» Requirement:
When you retype the records that follow, keep each word as it is and drop any pictures.
Data for review START
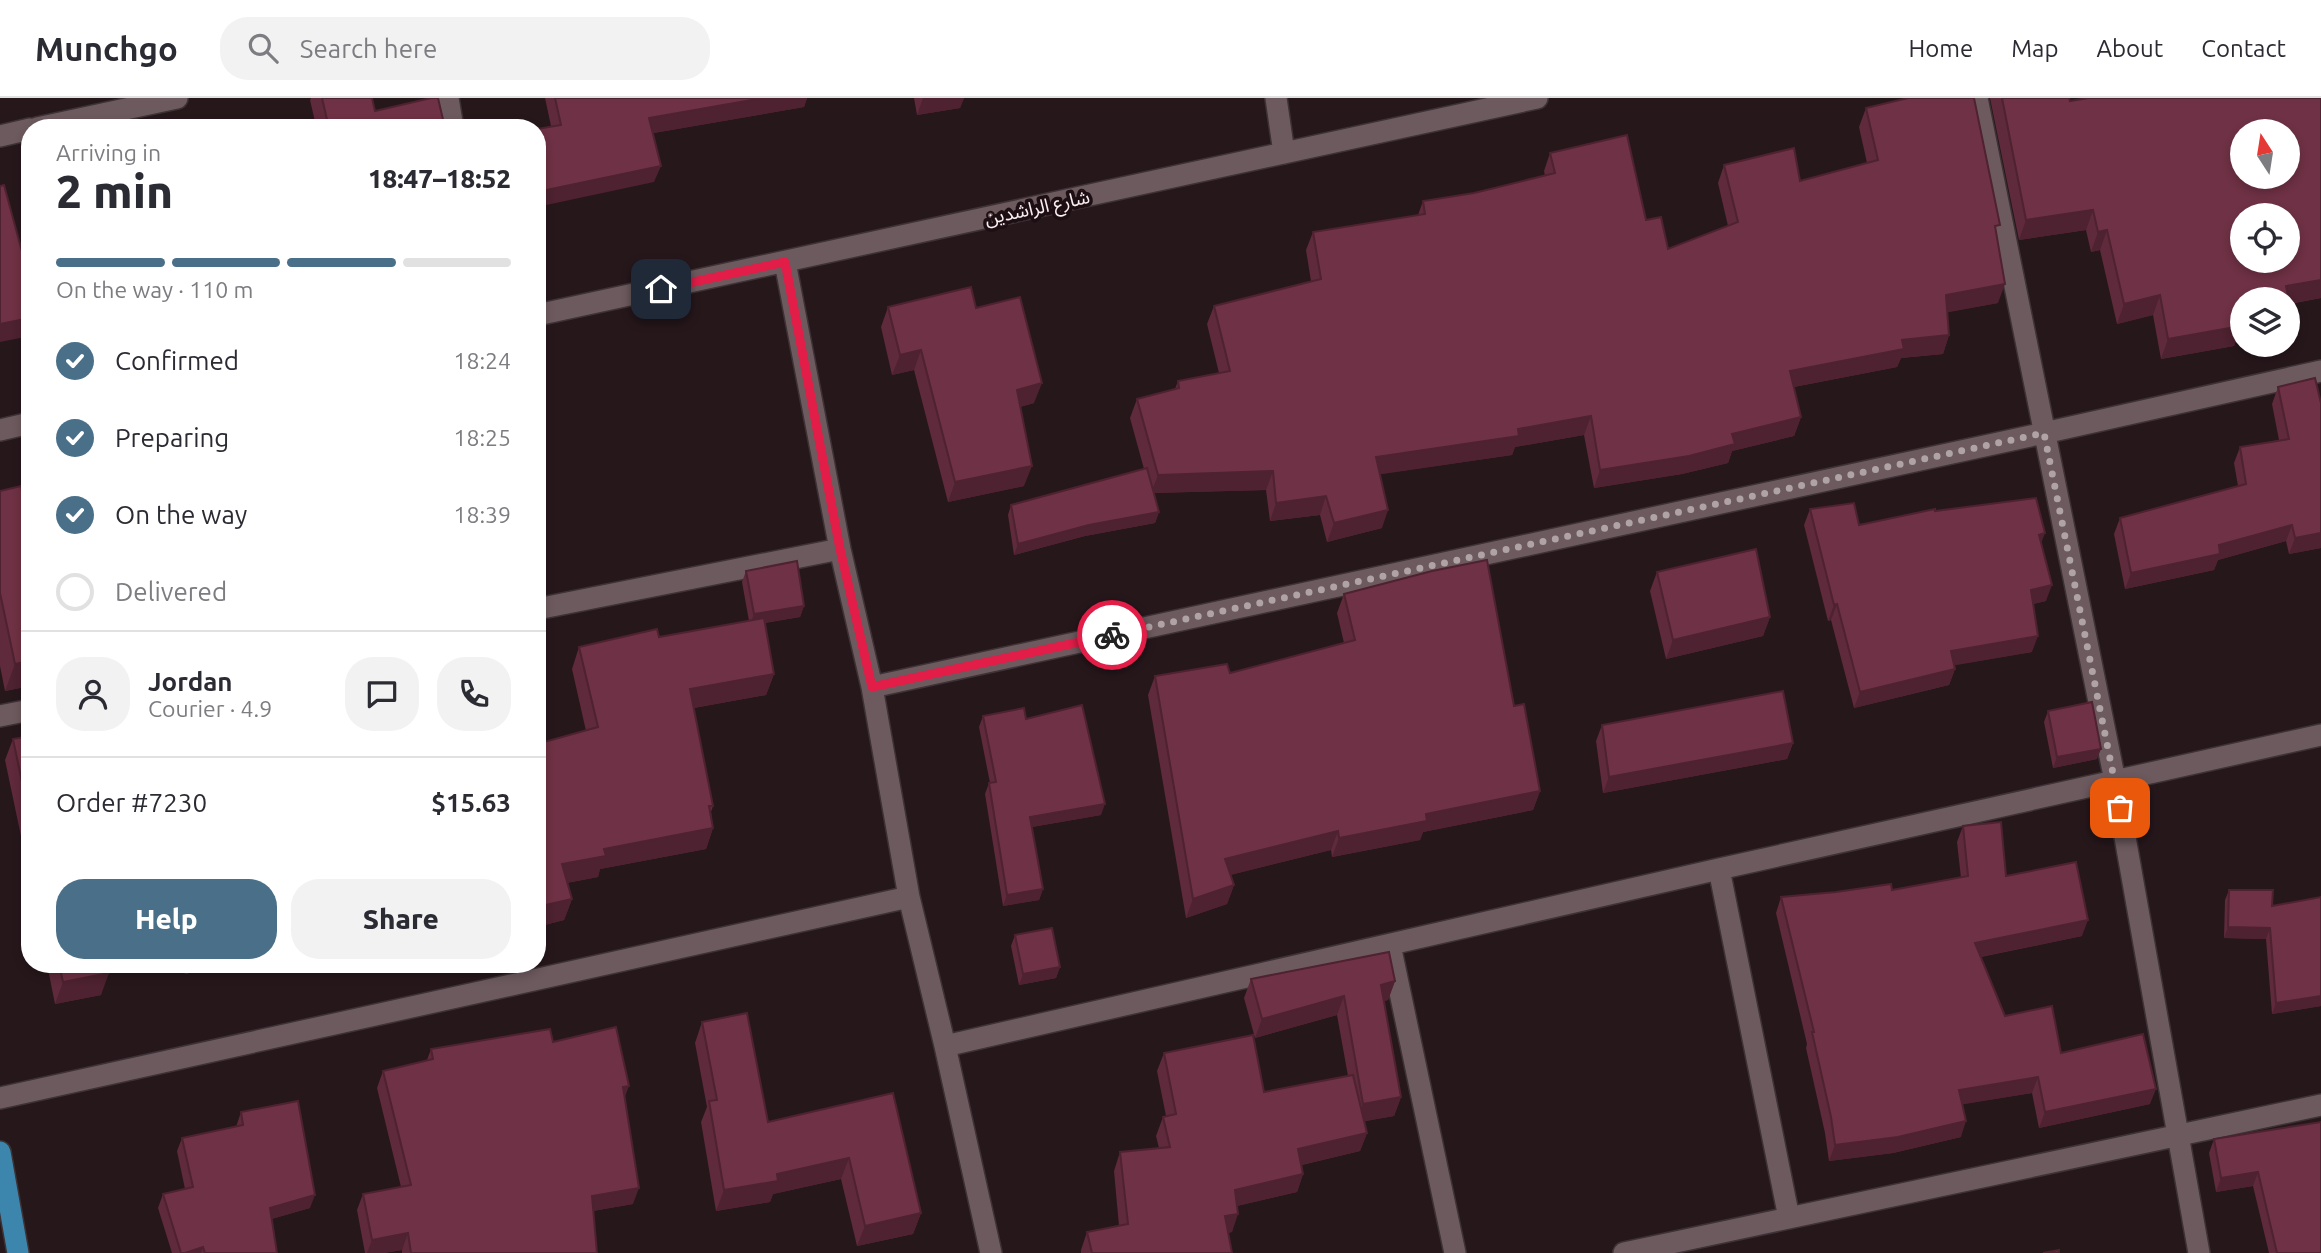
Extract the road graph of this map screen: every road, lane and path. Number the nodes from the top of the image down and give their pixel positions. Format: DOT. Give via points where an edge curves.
graph roads {
  1 [pos="177,98"];
  2 [pos="448,98"];
  3 [pos="1276,98"];
  4 [pos="1537,98"];
  5 [pos="1977,98"];
  6 [pos="79,119"];
  7 [pos="452,119"];
  8 [pos="21,131"];
  9 [pos="0,136"];
  10 [pos="1284,153"];
  11 [pos="785,262"];
  12 [pos="546,313"];
  13 [pos="2321,371"];
  14 [pos="21,426"];
  15 [pos="0,430"];
  16 [pos="2044,433"];
  17 [pos="840,549"];
  18 [pos="546,607"];
  19 [pos="872,687"];
  20 [pos="21,712"];
  21 [pos="0,716"];
  22 [pos="2321,735"];
  23 [pos="2115,781"];
  24 [pos="1719,869"];
  25 [pos="909,897"];
  26 [pos="1390,945"];
  27 [pos="945,1046"];
  28 [pos="0,1098"];
  29 [pos="2321,1105"];
  30 [pos="2178,1137"];
  31 [pos="0,1152"];
  32 [pos="1789,1218"];
  33 [pos="18,1253"];
  34 [pos="990,1253"];
  35 [pos="1455,1253"];
  36 [pos="1624,1253"];
  37 [pos="2199,1253"];
  1 -- 6 [label="street"];
  2 -- 7 [label="street"];
  3 -- 10 [label="street"];
  4 -- 10 [label="street, شارع الراشدين"];
  5 -- 16 [label="street"];
  8 -- 9 [label="street"];
  10 -- 11 [label="street, شارع الراشدين"];
  11 -- 12 [label="street, شارع الراشدين"];
  11 -- 17 [label="street"];
  13 -- 16 [label="street"];
  14 -- 15 [label="street"];
  16 -- 19 [label="street"];
  16 -- 23 [label="street"];
  17 -- 18 [label="street"];
  17 -- 19 [label="street"];
  19 -- 25 [label="street"];
  20 -- 21 [label="street"];
  22 -- 23 [label="street"];
  23 -- 24 [label="street"];
  23 -- 30 [label="street"];
  24 -- 26 [label="street"];
  24 -- 32 [label="street"];
  25 -- 27 [label="street"];
  25 -- 28 [label="street"];
  26 -- 27 [label="street"];
  26 -- 35 [label="street"];
  27 -- 34 [label="street"];
  29 -- 30 [label="street"];
  30 -- 32 [label="street"];
  30 -- 37 [label="street"];
  31 -- 33 [label="main road"];
  32 -- 36 [label="street"];
}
Data for review END
» Expected answer:
Extract the road graph of this map screen: every road, lane and path. Number the nodes from the top of the image down and give their pixel positions. Format: DOT. Give via points where an edge curves.
graph roads {
  1 [pos="177,98"];
  2 [pos="448,98"];
  3 [pos="1276,98"];
  4 [pos="1537,98"];
  5 [pos="1977,98"];
  6 [pos="79,119"];
  7 [pos="452,119"];
  8 [pos="21,131"];
  9 [pos="0,136"];
  10 [pos="1284,153"];
  11 [pos="785,262"];
  12 [pos="546,313"];
  13 [pos="2321,371"];
  14 [pos="21,426"];
  15 [pos="0,430"];
  16 [pos="2044,433"];
  17 [pos="840,549"];
  18 [pos="546,607"];
  19 [pos="872,687"];
  20 [pos="21,712"];
  21 [pos="0,716"];
  22 [pos="2321,735"];
  23 [pos="2115,781"];
  24 [pos="1719,869"];
  25 [pos="909,897"];
  26 [pos="1390,945"];
  27 [pos="945,1046"];
  28 [pos="0,1098"];
  29 [pos="2321,1105"];
  30 [pos="2178,1137"];
  31 [pos="0,1152"];
  32 [pos="1789,1218"];
  33 [pos="18,1253"];
  34 [pos="990,1253"];
  35 [pos="1455,1253"];
  36 [pos="1624,1253"];
  37 [pos="2199,1253"];
  1 -- 6 [label="street"];
  2 -- 7 [label="street"];
  3 -- 10 [label="street"];
  4 -- 10 [label="street, شارع الراشدين"];
  5 -- 16 [label="street"];
  8 -- 9 [label="street"];
  10 -- 11 [label="street, شارع الراشدين"];
  11 -- 12 [label="street, شارع الراشدين"];
  11 -- 17 [label="street"];
  13 -- 16 [label="street"];
  14 -- 15 [label="street"];
  16 -- 19 [label="street"];
  16 -- 23 [label="street"];
  17 -- 18 [label="street"];
  17 -- 19 [label="street"];
  19 -- 25 [label="street"];
  20 -- 21 [label="street"];
  22 -- 23 [label="street"];
  23 -- 24 [label="street"];
  23 -- 30 [label="street"];
  24 -- 26 [label="street"];
  24 -- 32 [label="street"];
  25 -- 27 [label="street"];
  25 -- 28 [label="street"];
  26 -- 27 [label="street"];
  26 -- 35 [label="street"];
  27 -- 34 [label="street"];
  29 -- 30 [label="street"];
  30 -- 32 [label="street"];
  30 -- 37 [label="street"];
  31 -- 33 [label="main road"];
  32 -- 36 [label="street"];
}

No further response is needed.